Exercise details >>
Repeat every record below exactly, leaving out the pictures.

Source records >>
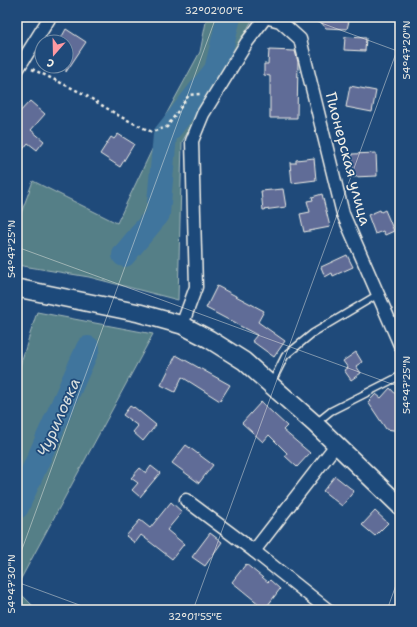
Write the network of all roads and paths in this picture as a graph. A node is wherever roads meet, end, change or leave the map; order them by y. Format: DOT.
graph roads {
  1 [pos="50,17"];
  2 [pos="265,17"];
  3 [pos="19,66"];
  4 [pos="215,94"];
  5 [pos="17,288"];
  6 [pos="377,295"];
  7 [pos="182,325"];
  8 [pos="400,345"];
  9 [pos="400,376"];
  10 [pos="271,385"];
  11 [pos="315,424"];
  12 [pos="336,445"];
  13 [pos="186,500"];
  14 [pos="400,506"];
  15 [pos="254,551"];
  16 [pos="328,610"];
  1 -- 3 [label="street"];
  2 -- 4 [label="street"];
  2 -- 6 [label="street, Пионерская улица"];
  3 -- 4 [label="path"];
  4 -- 7 [label="street"];
  5 -- 7 [label="main road"];
  6 -- 8 [label="street, Пионерская улица"];
  6 -- 10 [label="lane"];
  7 -- 10 [label="main road"];
  9 -- 11 [label="lane"];
  10 -- 11 [label="main road"];
  11 -- 12 [label="main road"];
  12 -- 14 [label="main road"];
  12 -- 15 [label="street"];
  13 -- 15 [label="street"];
  15 -- 16 [label="street"];
}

Task answer >>
Write the network of all roads and paths in this picture as a graph. A node is wherever roads meet, end, change or leave the map; order them by y. Format: DOT.
graph roads {
  1 [pos="50,17"];
  2 [pos="265,17"];
  3 [pos="19,66"];
  4 [pos="215,94"];
  5 [pos="17,288"];
  6 [pos="377,295"];
  7 [pos="182,325"];
  8 [pos="400,345"];
  9 [pos="400,376"];
  10 [pos="271,385"];
  11 [pos="315,424"];
  12 [pos="336,445"];
  13 [pos="186,500"];
  14 [pos="400,506"];
  15 [pos="254,551"];
  16 [pos="328,610"];
  1 -- 3 [label="street"];
  2 -- 4 [label="street"];
  2 -- 6 [label="street, Пионерская улица"];
  3 -- 4 [label="path"];
  4 -- 7 [label="street"];
  5 -- 7 [label="main road"];
  6 -- 8 [label="street, Пионерская улица"];
  6 -- 10 [label="lane"];
  7 -- 10 [label="main road"];
  9 -- 11 [label="lane"];
  10 -- 11 [label="main road"];
  11 -- 12 [label="main road"];
  12 -- 14 [label="main road"];
  12 -- 15 [label="street"];
  13 -- 15 [label="street"];
  15 -- 16 [label="street"];
}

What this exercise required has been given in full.